Problem to solve ▸ Extract the whole listing as it stands. Do not include the pictures.

(Beginning of Information shown)

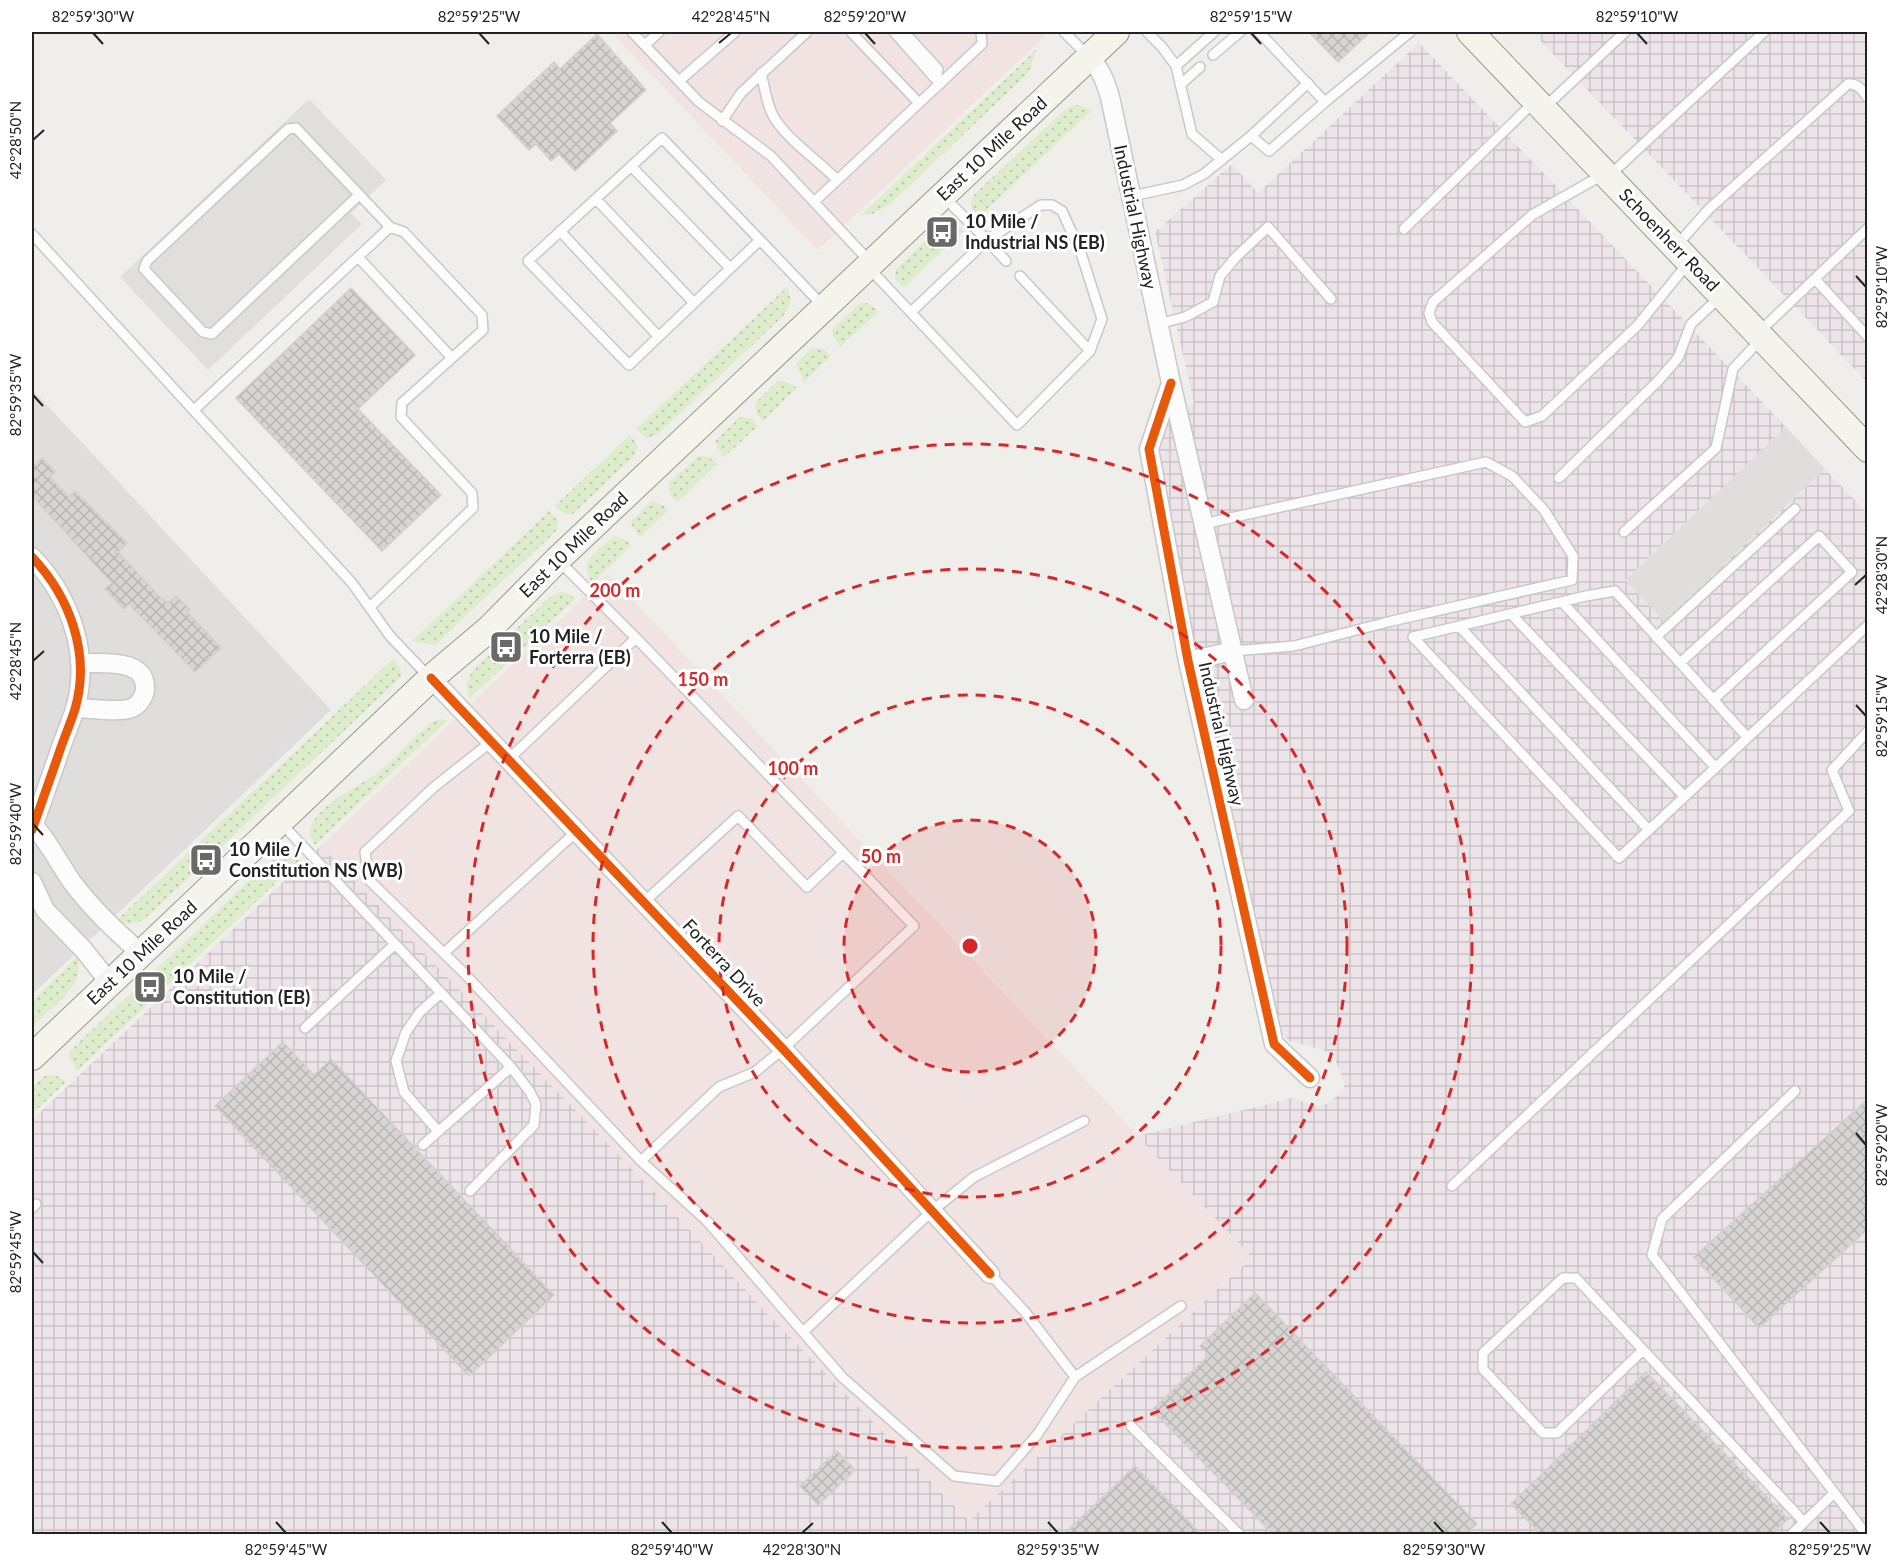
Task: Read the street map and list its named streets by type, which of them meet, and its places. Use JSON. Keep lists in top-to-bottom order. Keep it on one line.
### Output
{"streets":{"main road":["East 10 Mile Road","Schoenherr Road"],"street":["Industrial Highway","Forterra Drive"]},"crossings":[["East 10 Mile Road","Industrial Highway"],["East 10 Mile Road","Forterra Drive"]],"places":{"bus stop":["10 Mile / Industrial NS (EB)","10 Mile / Forterra (EB)","10 Mile / Constitution NS (WB)","10 Mile / Constitution (EB)"]},"coordinates":["82°59'30\"W","82°59'25\"W","42°28'45\"N","82°59'20\"W","82°59'15\"W","82°59'10\"W","42°28'50\"N","82°59'35\"W","42°28'30\"N","82°59'40\"W","82°59'45\"W"],"rings":["200 m","150 m","100 m","50 m"]}
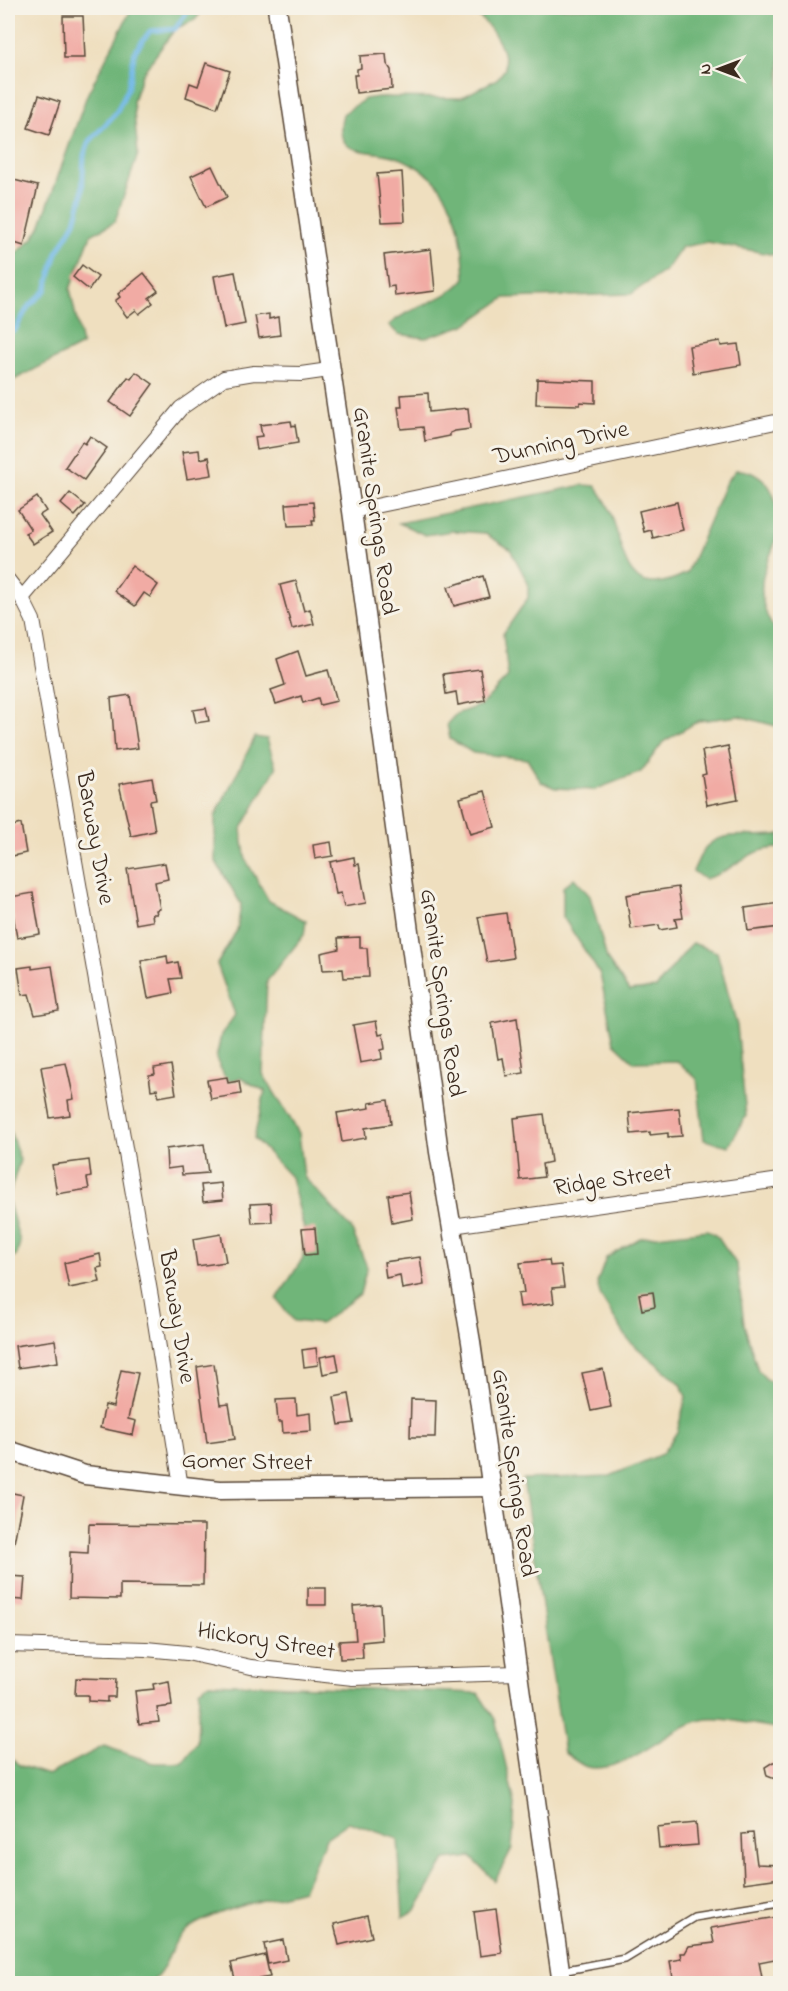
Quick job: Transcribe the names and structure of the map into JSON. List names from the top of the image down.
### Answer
{
  "streets": {
    "street": [
      "Dunning Drive",
      "Granite Springs Road",
      "Barway Drive",
      "Ridge Street",
      "Gomer Street",
      "Hickory Street"
    ]
  },
  "crossings": [
    ["Dunning Drive", "Granite Springs Road"],
    ["Granite Springs Road", "Ridge Street"],
    ["Granite Springs Road", "Gomer Street"],
    ["Granite Springs Road", "Hickory Street"],
    ["Barway Drive", "Gomer Street"]
  ],
  "north": "left"
}
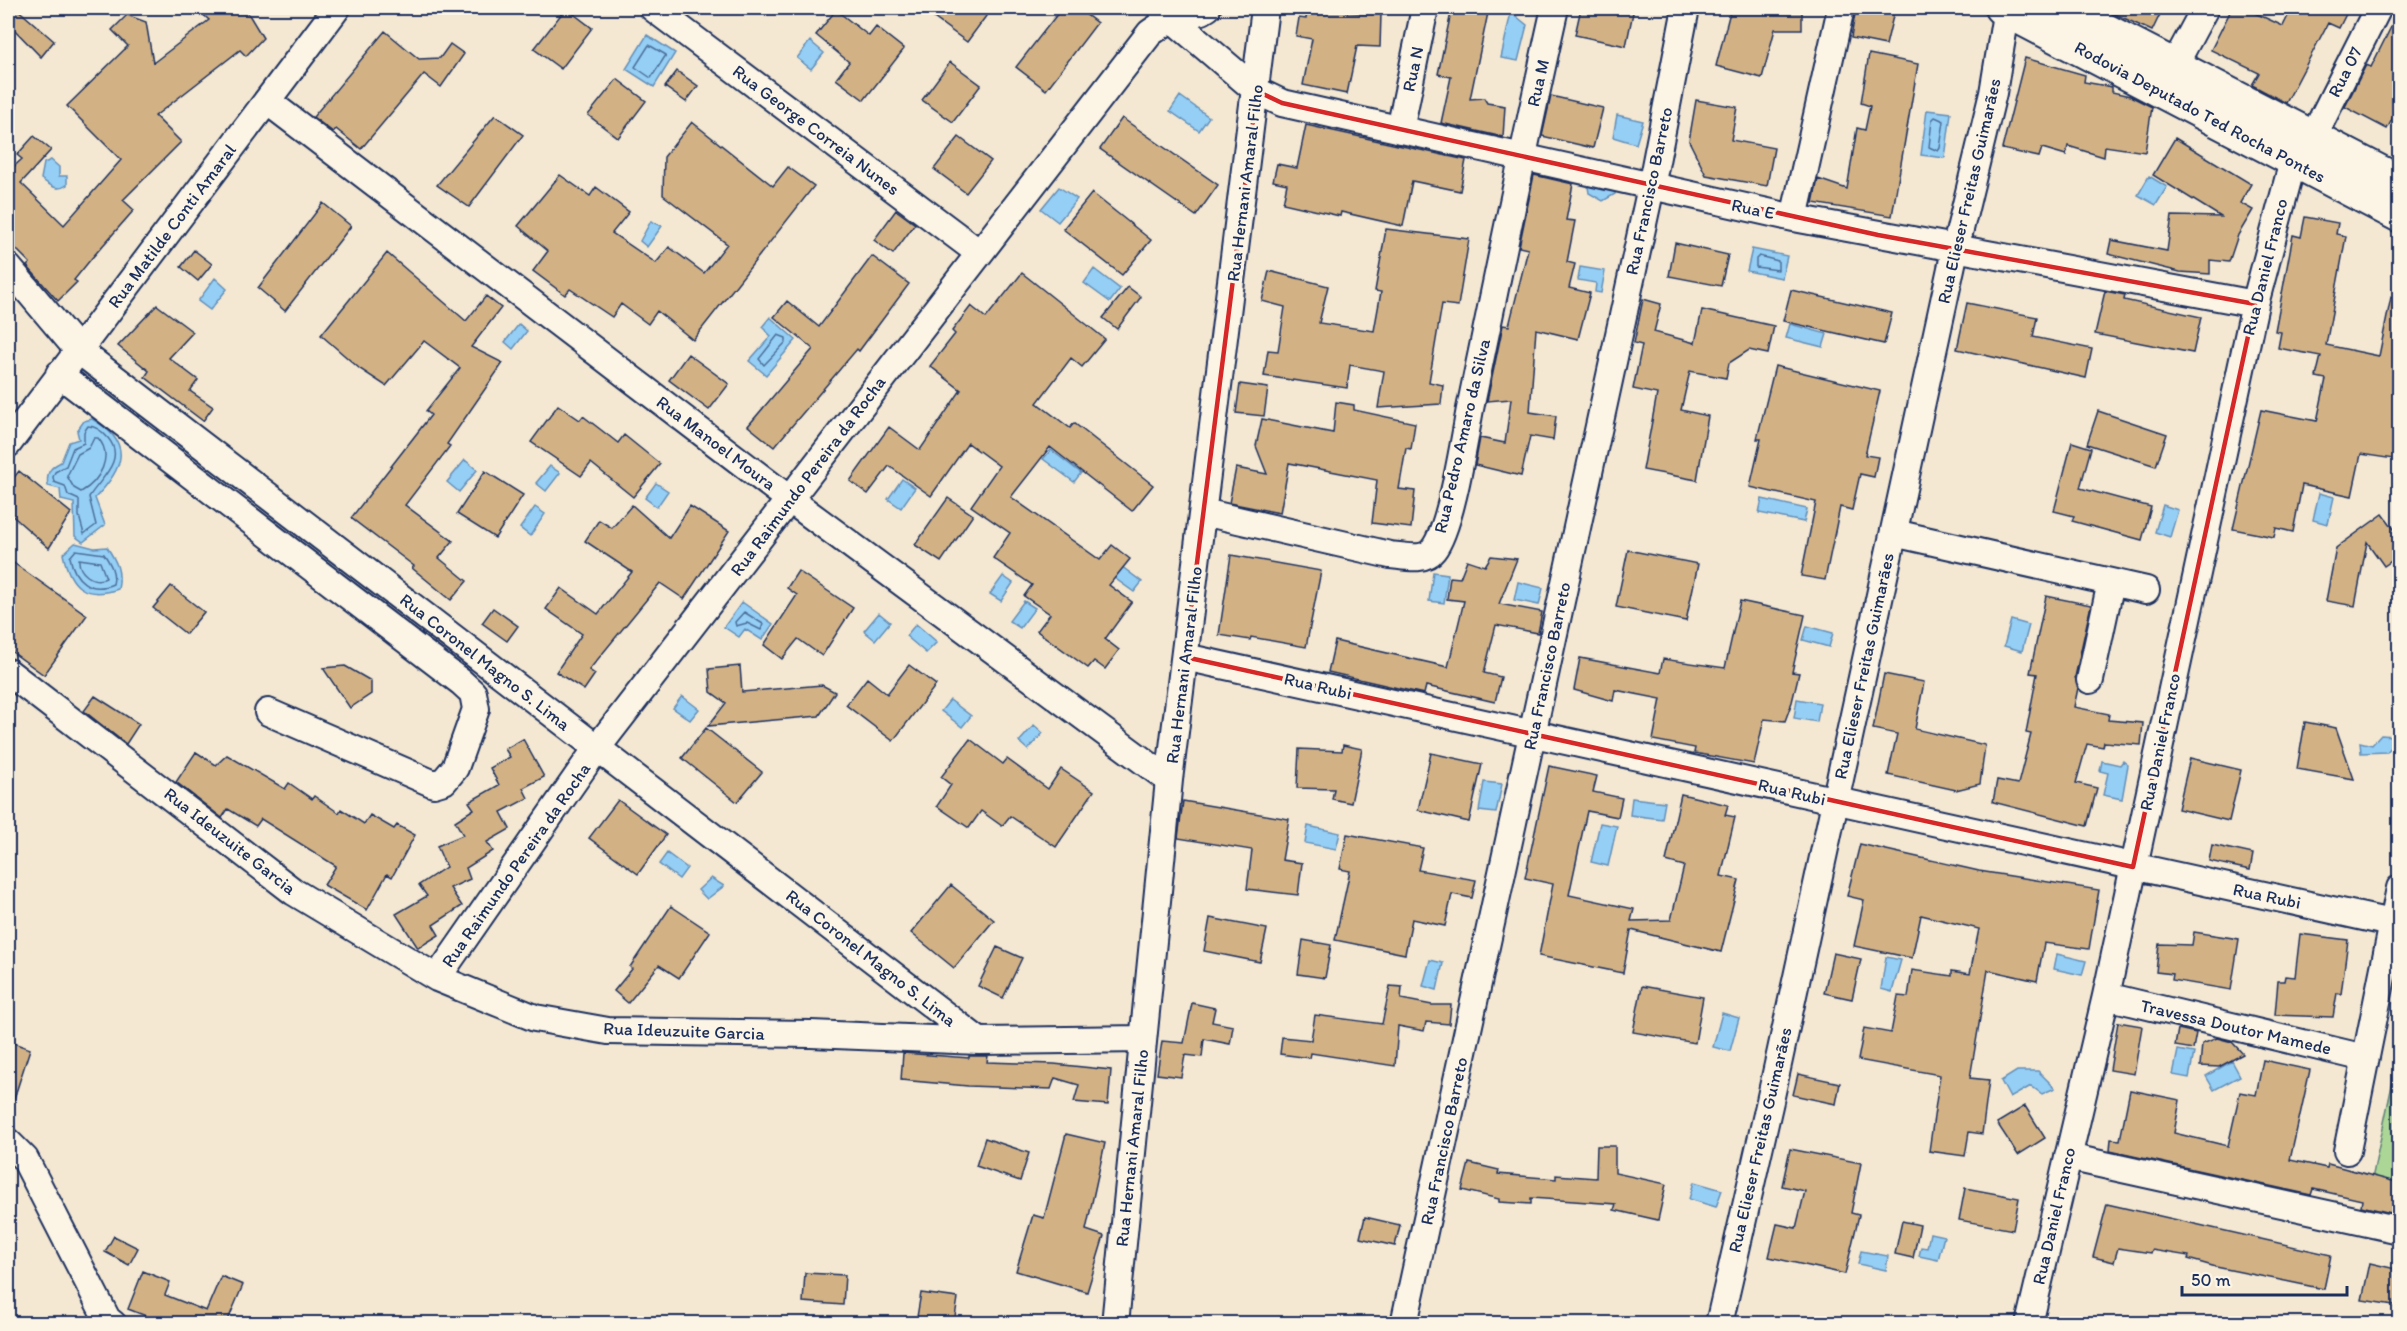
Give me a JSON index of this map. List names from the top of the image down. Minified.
{"streets":{"main road":["Rodovia Deputado Ted Rocha Pontes"],"street":["Rua N","Rua 07","Rua M","Rua George Correia Nunes","Rua Hernani Amaral Filho","Rua Francisco Barreto","Rua Elieser Freitas Guimarães","Rua E","Rua Matilde Conti Amaral","Rua Daniel Franco","Rua Pedro Amaro da Silva","Rua Manoel Moura","Rua Raimundo Pereira da Rocha","Rua Coronel Magno S. Lima","Rua Rubi","Rua Ideuzuite Garcia","Travessa Doutor Mamede"]},"crossings":[["Rua N","Rua E"],["Rua 07","Rodovia Deputado Ted Rocha Pontes"],["Rua M","Rua E"],["Rua M","Rua Pedro Amaro da Silva"],["Rodovia Deputado Ted Rocha Pontes","Rua Elieser Freitas Guimarães"],["Rodovia Deputado Ted Rocha Pontes","Rua Daniel Franco"],["Rua George Correia Nunes","Rua Raimundo Pereira da Rocha"],["Rua Hernani Amaral Filho","Rua E"],["Rua Hernani Amaral Filho","Rua Pedro Amaro da Silva"],["Rua Hernani Amaral Filho","Rua Manoel Moura"],["Rua Hernani Amaral Filho","Rua Rubi"],["Rua Hernani Amaral Filho","Rua Ideuzuite Garcia"],["Rua Francisco Barreto","Rua E"],["Rua Francisco Barreto","Rua Rubi"],["Rua Elieser Freitas Guimarães","Rua E"],["Rua Elieser Freitas Guimarães","Rua Rubi"],["Rua E","Rua Daniel Franco"],["Rua E","Rua Pedro Amaro da Silva"],["Rua E","Rua Raimundo Pereira da Rocha"],["Rua Matilde Conti Amaral","Rua Manoel Moura"],["Rua Matilde Conti Amaral","Rua Coronel Magno S. Lima"],["Rua Daniel Franco","Rua Rubi"],["Rua Daniel Franco","Travessa Doutor Mamede"],["Rua Manoel Moura","Rua Raimundo Pereira da Rocha"],["Rua Raimundo Pereira da Rocha","Rua Coronel Magno S. Lima"],["Rua Raimundo Pereira da Rocha","Rua Ideuzuite Garcia"],["Rua Coronel Magno S. Lima","Rua Ideuzuite Garcia"]],"scale_bar":"50 m"}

(End of Information shown)

The answer ▸
Task: Read the street map and list its named streets by type, which of them meet, and its places. Use JSON. Keep lists in top-to-bottom order. Keep it on one line.
### Output
{"streets":{"main road":["East 10 Mile Road","Schoenherr Road"],"street":["Industrial Highway","Forterra Drive"]},"crossings":[["East 10 Mile Road","Industrial Highway"],["East 10 Mile Road","Forterra Drive"]],"places":{"bus stop":["10 Mile / Industrial NS (EB)","10 Mile / Forterra (EB)","10 Mile / Constitution NS (WB)","10 Mile / Constitution (EB)"]},"coordinates":["82°59'30\"W","82°59'25\"W","42°28'45\"N","82°59'20\"W","82°59'15\"W","82°59'10\"W","42°28'50\"N","82°59'35\"W","42°28'30\"N","82°59'40\"W","82°59'45\"W"],"rings":["200 m","150 m","100 m","50 m"]}
Quick job: Transcribe the names and structure of the map into JSON. List names from the top of the image down.
### Answer
{
  "streets": {
    "street": [
      "Dunning Drive",
      "Granite Springs Road",
      "Barway Drive",
      "Ridge Street",
      "Gomer Street",
      "Hickory Street"
    ]
  },
  "crossings": [
    ["Dunning Drive", "Granite Springs Road"],
    ["Granite Springs Road", "Ridge Street"],
    ["Granite Springs Road", "Gomer Street"],
    ["Granite Springs Road", "Hickory Street"],
    ["Barway Drive", "Gomer Street"]
  ],
  "north": "left"
}
Give me a JSON index of this map. List names from the top of the image down. Minified.
{"streets":{"main road":["Rodovia Deputado Ted Rocha Pontes"],"street":["Rua N","Rua 07","Rua M","Rua George Correia Nunes","Rua Hernani Amaral Filho","Rua Francisco Barreto","Rua Elieser Freitas Guimarães","Rua E","Rua Matilde Conti Amaral","Rua Daniel Franco","Rua Pedro Amaro da Silva","Rua Manoel Moura","Rua Raimundo Pereira da Rocha","Rua Coronel Magno S. Lima","Rua Rubi","Rua Ideuzuite Garcia","Travessa Doutor Mamede"]},"crossings":[["Rua N","Rua E"],["Rua 07","Rodovia Deputado Ted Rocha Pontes"],["Rua M","Rua E"],["Rua M","Rua Pedro Amaro da Silva"],["Rodovia Deputado Ted Rocha Pontes","Rua Elieser Freitas Guimarães"],["Rodovia Deputado Ted Rocha Pontes","Rua Daniel Franco"],["Rua George Correia Nunes","Rua Raimundo Pereira da Rocha"],["Rua Hernani Amaral Filho","Rua E"],["Rua Hernani Amaral Filho","Rua Pedro Amaro da Silva"],["Rua Hernani Amaral Filho","Rua Manoel Moura"],["Rua Hernani Amaral Filho","Rua Rubi"],["Rua Hernani Amaral Filho","Rua Ideuzuite Garcia"],["Rua Francisco Barreto","Rua E"],["Rua Francisco Barreto","Rua Rubi"],["Rua Elieser Freitas Guimarães","Rua E"],["Rua Elieser Freitas Guimarães","Rua Rubi"],["Rua E","Rua Daniel Franco"],["Rua E","Rua Pedro Amaro da Silva"],["Rua E","Rua Raimundo Pereira da Rocha"],["Rua Matilde Conti Amaral","Rua Manoel Moura"],["Rua Matilde Conti Amaral","Rua Coronel Magno S. Lima"],["Rua Daniel Franco","Rua Rubi"],["Rua Daniel Franco","Travessa Doutor Mamede"],["Rua Manoel Moura","Rua Raimundo Pereira da Rocha"],["Rua Raimundo Pereira da Rocha","Rua Coronel Magno S. Lima"],["Rua Raimundo Pereira da Rocha","Rua Ideuzuite Garcia"],["Rua Coronel Magno S. Lima","Rua Ideuzuite Garcia"]],"scale_bar":"50 m"}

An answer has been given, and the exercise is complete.